Hari Sundar

One of the major problems with unstructured meshes is the storage overhead. In the case of the octree, this amounts to having to store both the octree and the lookup table. In order to reduce the storage costs associated with the octree, we compress both the octree and the lookup table. The sorted, unique, linear octree can be easily compressed by retaining only the offset of the first element and the level of subsequent octants. Storing the offset for each octant requires a storage of three integers (12 bytes) and a byte for storing the level. Storing only the level represents a 12x compression as opposed to storing the offset for every octant.

In addition we need the neighborhood data to be prepared for each element/node. In case of an elemental iteration, we need to store the information pertaining to the 7 additional nodes (in 3D) defining the current hexahedral element. In the case of a node-based iteration, we will need to store the information about 26 neighboring nodes, connected to this node via adjacent elements. These numbers are 3 and 8 in 2D and are illustrated in the following figure.

Indexing required for node-based iterations (left) and elements based iterations (right). Red signifies the current node/element, and the neighboring nodes are represented by blue dots.

We now focus on compressing the element to node mapping, which requires eight integers for each element. In order to devise the best compression scheme, we first estimate the distribution of the node indices. The following lemmas help us analyze the distribution of the indices of the nodes of a given element.

Lemma : The Morton ids of the nodes of a given element are greater than or equal to the Morton id of the element.

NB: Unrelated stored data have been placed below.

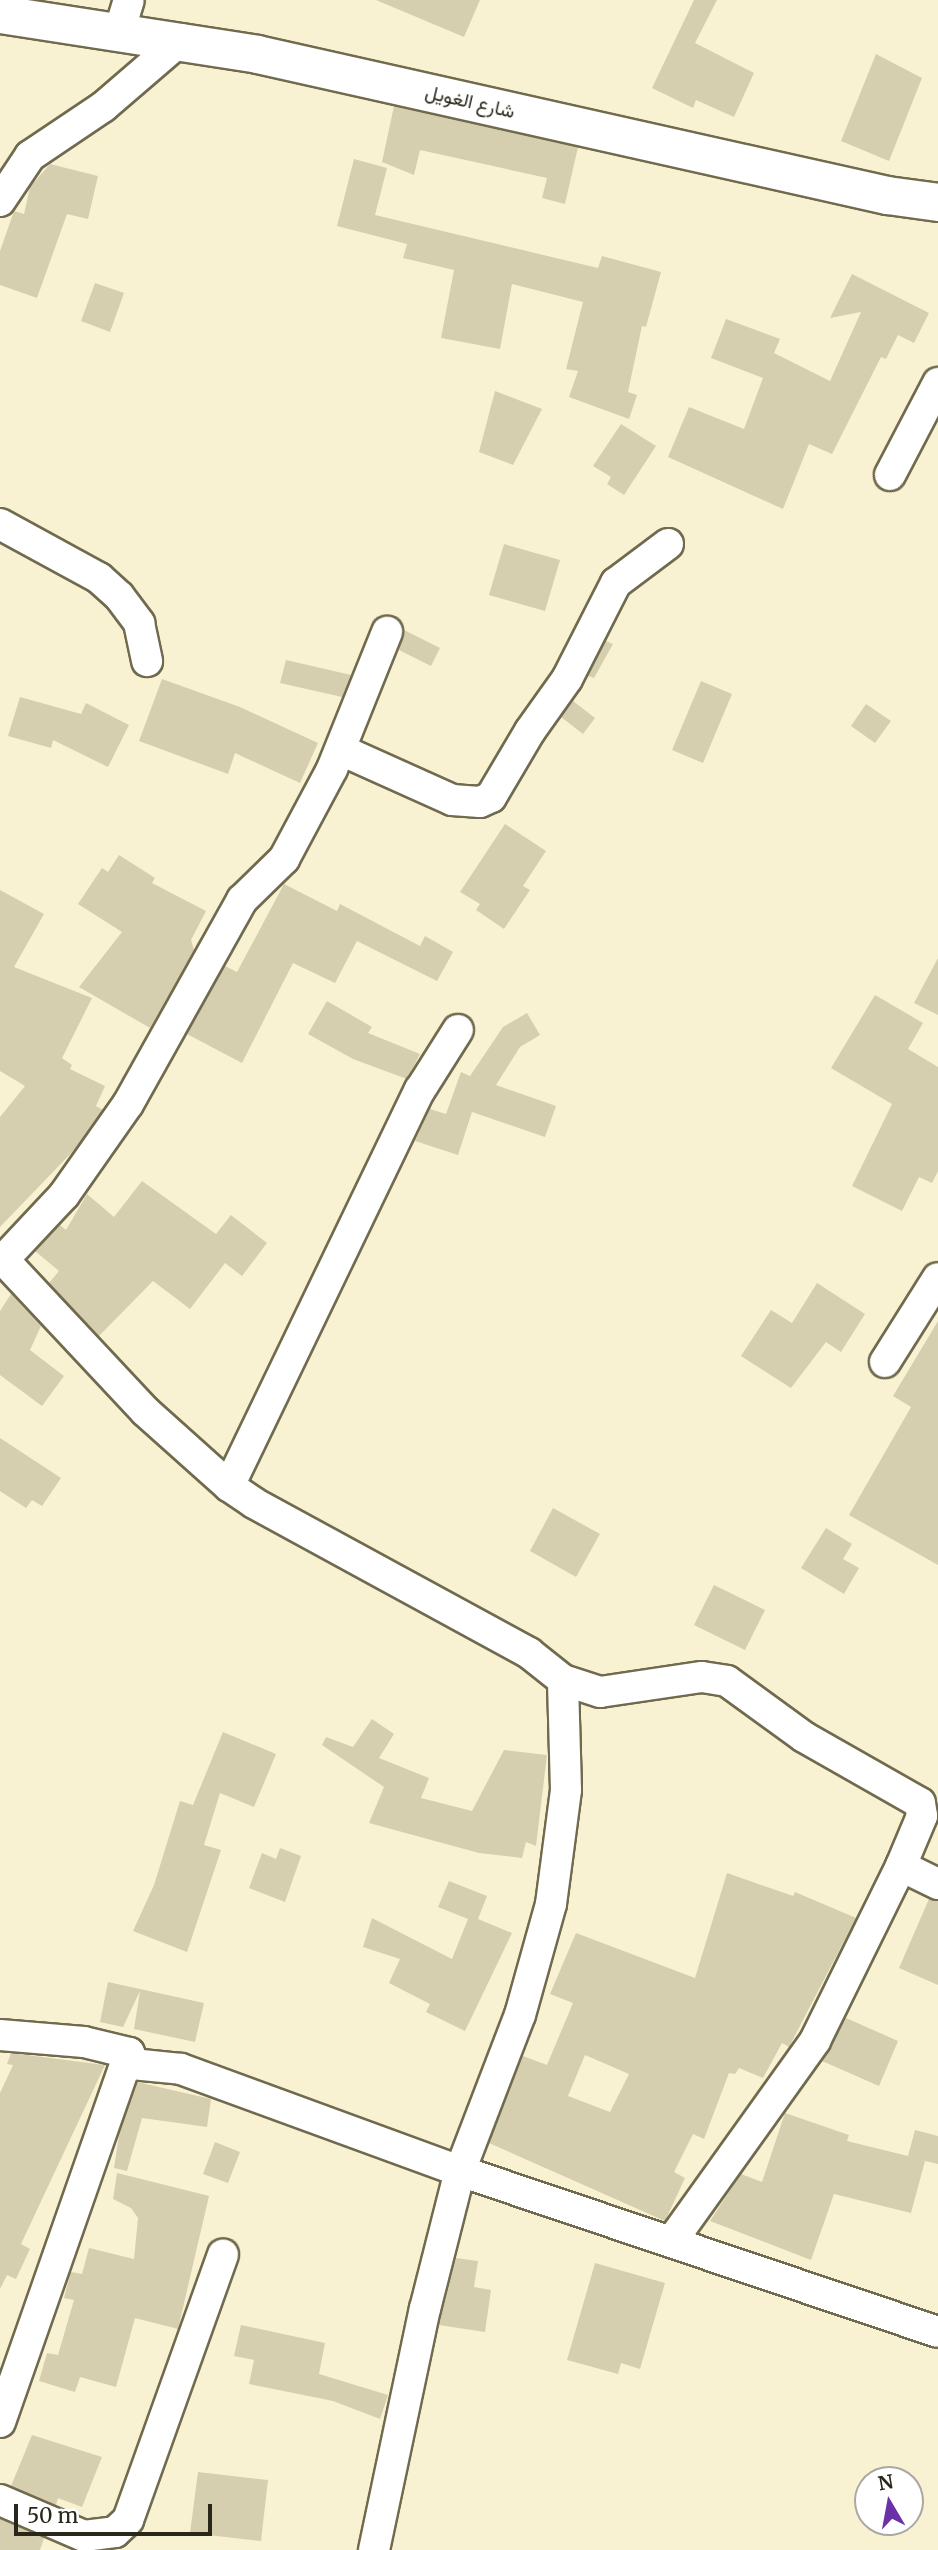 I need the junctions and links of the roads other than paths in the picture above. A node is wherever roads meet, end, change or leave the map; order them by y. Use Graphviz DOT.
graph roads {
  1 [pos="0,13"];
  2 [pos="124,15"];
  3 [pos="182,39"];
  4 [pos="0,201"];
  5 [pos="938,202"];
  6 [pos="938,383"];
  7 [pos="890,475"];
  8 [pos="0,524"];
  9 [pos="668,544"];
  10 [pos="387,632"];
  11 [pos="147,662"];
  12 [pos="341,750"];
  13 [pos="458,1030"];
  14 [pos="2,1258"];
  15 [pos="938,1278"];
  16 [pos="885,1362"];
  17 [pos="229,1486"];
  18 [pos="563,1681"];
  19 [pos="901,1866"];
  20 [pos="938,1884"];
  21 [pos="0,2035"];
  22 [pos="129,2053"];
  23 [pos="460,2171"];
  24 [pos="671,2242"];
  25 [pos="223,2253"];
  26 [pos="938,2332"];
  27 [pos="0,2422"];
  28 [pos="0,2500"];
  29 [pos="374,2550"];
  1 -- 2 [label="street, شارع الغويل"];
  2 -- 3 [label="street, شارع الغويل"];
  3 -- 4 [label="street"];
  3 -- 5 [label="street, شارع الغويل"];
  6 -- 7 [label="street"];
  8 -- 11 [label="street"];
  9 -- 12 [label="street"];
  10 -- 12 [label="street"];
  12 -- 14 [label="street"];
  13 -- 17 [label="street"];
  14 -- 17 [label="street"];
  15 -- 16 [label="street"];
  17 -- 18 [label="street"];
  18 -- 19 [label="street"];
  18 -- 23 [label="street"];
  19 -- 20 [label="street"];
  19 -- 24 [label="street"];
  21 -- 22 [label="street"];
  22 -- 23 [label="street"];
  22 -- 27 [label="street"];
  23 -- 24 [label="street"];
  23 -- 29 [label="street"];
  24 -- 26 [label="street"];
  25 -- 28 [label="street"];
} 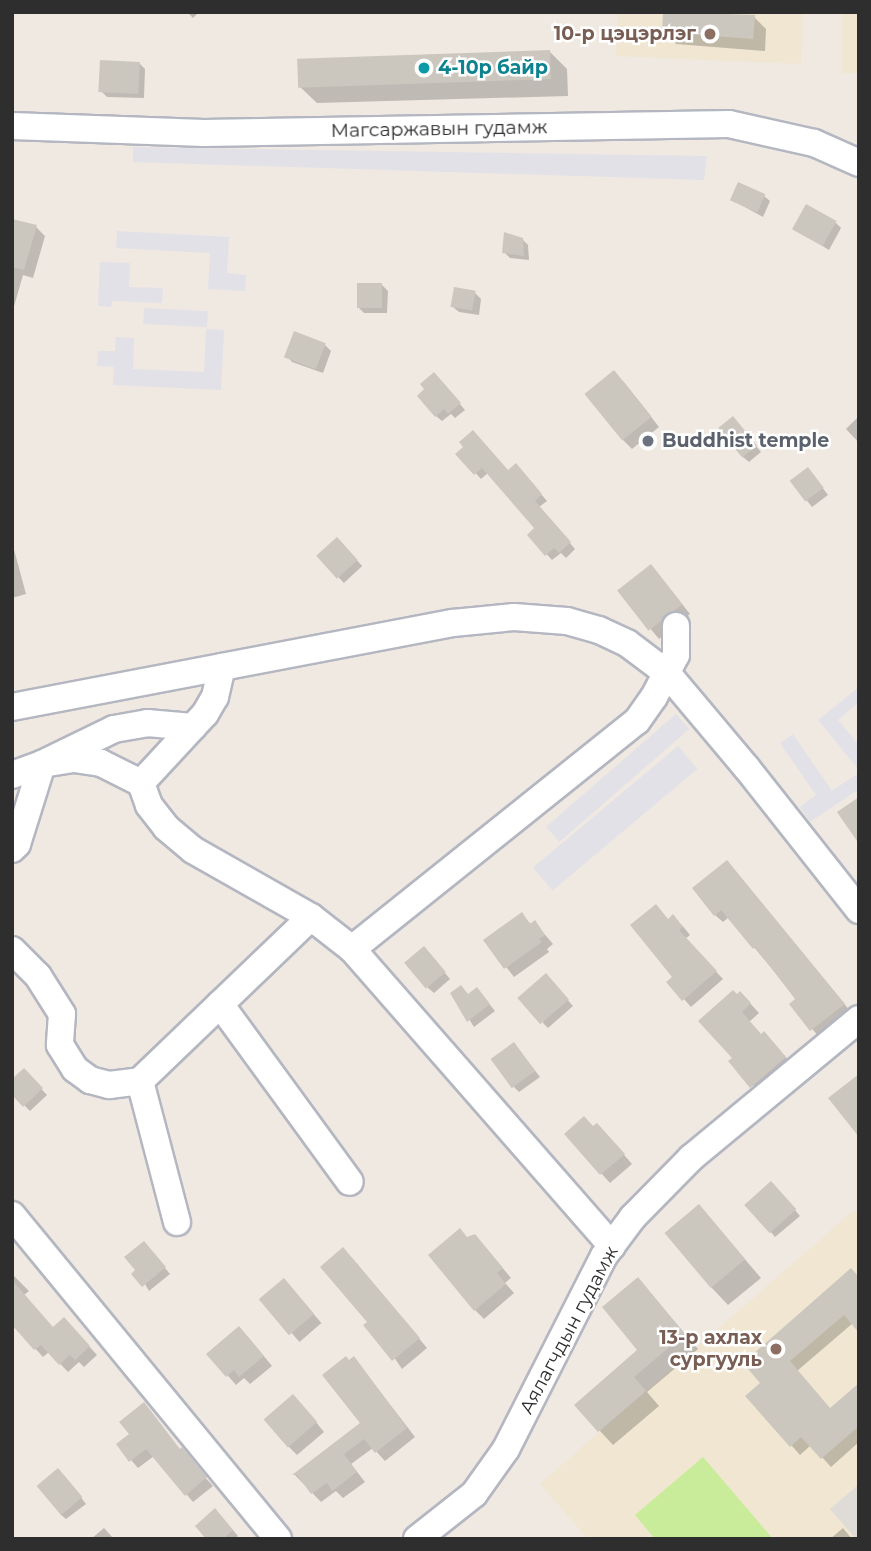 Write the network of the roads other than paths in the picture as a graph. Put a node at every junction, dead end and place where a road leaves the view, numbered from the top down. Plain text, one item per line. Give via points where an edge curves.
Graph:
1 (12, 126) edge
2 (859, 163) edge
3 (676, 626) dead end
4 (222, 667) junction
5 (667, 673) junction
6 (12, 707) edge
7 (193, 727) junction
8 (41, 764) junction
9 (12, 775) edge
10 (141, 783) junction
11 (12, 849) edge
12 (859, 910) edge
13 (311, 917) junction
14 (352, 949) junction
15 (12, 950) edge
16 (220, 1004) junction
17 (859, 1019) edge
18 (140, 1081) junction
19 (350, 1182) dead end
20 (12, 1215) edge
21 (177, 1223) dead end
22 (612, 1246) junction
23 (421, 1537) edge
24 (278, 1539) edge

1 - 2 street, Магсаржавын гудамж via 204,133 729,124 814,143
3 - 5 street via 676,655
4 - 5 street via 453,623 514,617 599,629 628,643
4 - 6 street
4 - 7 street via 215,697
5 - 12 street
5 - 14 street via 645,711 621,736
7 - 8 street via 147,723 114,729
7 - 10 street
8 - 9 street
8 - 10 street via 74,759 101,763
8 - 11 street
10 - 13 street via 149,805 166,827 193,850
13 - 14 street
13 - 16 street
14 - 22 street
15 - 18 street via 38,976 62,1014 60,1045 75,1069 90,1080 109,1085
16 - 18 street
16 - 19 street
17 - 22 street, Аялагчдын гудамж via 691,1158 633,1217
18 - 21 street
20 - 24 street
22 - 23 street, Аялагчдын гудамж via 506,1449 474,1494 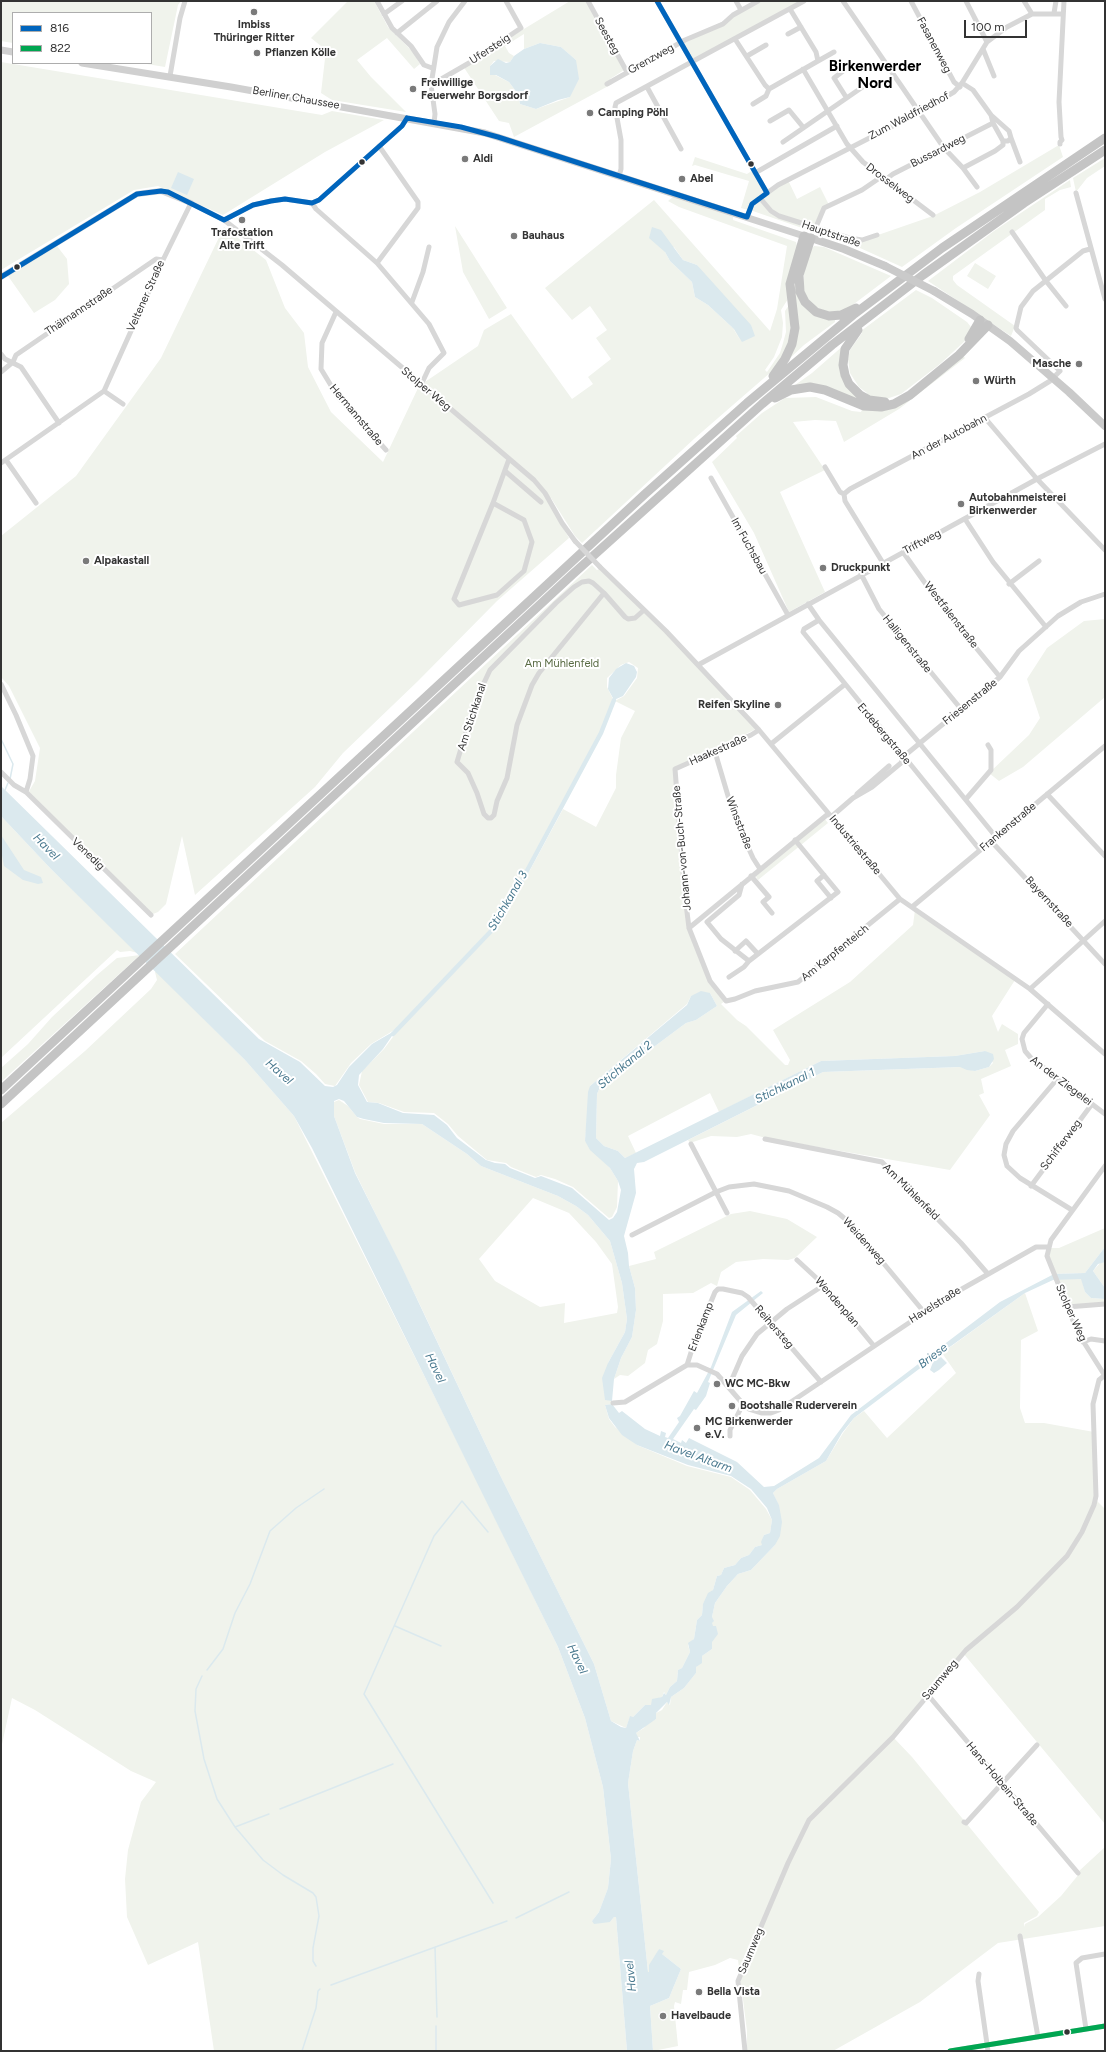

Proof : Let the anchor of the given element be $( x, y, z )$ and let it's size be $h$. In that case the anchors of the 8 nodes of the element are given by, $( x, y, z ), ( x + h, y, z ), ( x, y + h, z ), ( x + h, y + h, z ) \cdots$ . By the definition of the Morton ids all of these except $( x, y, z )$ are greater than the Morton id of the element. The node at $( x, y, z )$ is equal to the Morton id of the element. □

It is important to note that because of the direct mapping between nodes and elements by our scheme, it is only necessary to store the indices of the 7 additional nodes. In the following sections we refer to these nodes when we refer to the 7 nodes of a given element.

Corollary 1 : Given a sorted list of Morton ids corresponding to the combined list of elements and nodes of a balanced linear octree, the indices of the 8 nodes of a given element in this list are strictly greater than the index of the element. Moreover, if the nodes are listed in the Morton order, the list of indices is monotonically increasing. If we store offsets in the sorted list, then these offsets are strictly positive.

Corollary 2 : If the indices are stored as offsets from the index of the given element, then the offsets are not sensitive to the distribution of octants whose Morton id is less than that of the given element.

Based on these observations we can estimate the expected range of offsets. Let us assume a certain balanced octree, $O$, with $n$ octants (elements and hanging-nodes) and with maximum possible depth $D_{\max}$. Consider an element in the octree, $o_i$, whose index is $i$, $0 \leqslant i < n$. The offset of the anchor of this element is either $i$ (if the anchor is not hanging) or $n_0 < i$. The indices for the remaining 7 nodes do not depend on octants with index less than $i$. In addition since the indices of the 7 nodes are monotonically increasing, we can store offsets between two consecutive nodes. That is, if the indices of the 8 nodes of an element, $o_i$, are [ ( n_0, n_1, n_2, n_3, n_4, n_5, n_6, n_7 ), ] we only need to store, [ ( n_0-i, n_1 - n_0, n_2 -n_1, n_3 - n_2, n_4 - n_3, n_5 - n_4, n_6 - n_5, n_7 - n_6 ). ]

To efficiently store these offsets, we need to estimate how large these offsets can be. We start with a regular grid, i.e., a balanced octree with all octants at $D_{\max}$. Note that any octree that can be generated at the same value of $D_{\max}$ can be obtained by applying a series of local coarsening operations to the regular grid. Since we only store the offsets it is sufficient to analyze the distribution of the offset values for one given direction, say for a neighbor along the $x$-axis. The expression for all other directions are similar.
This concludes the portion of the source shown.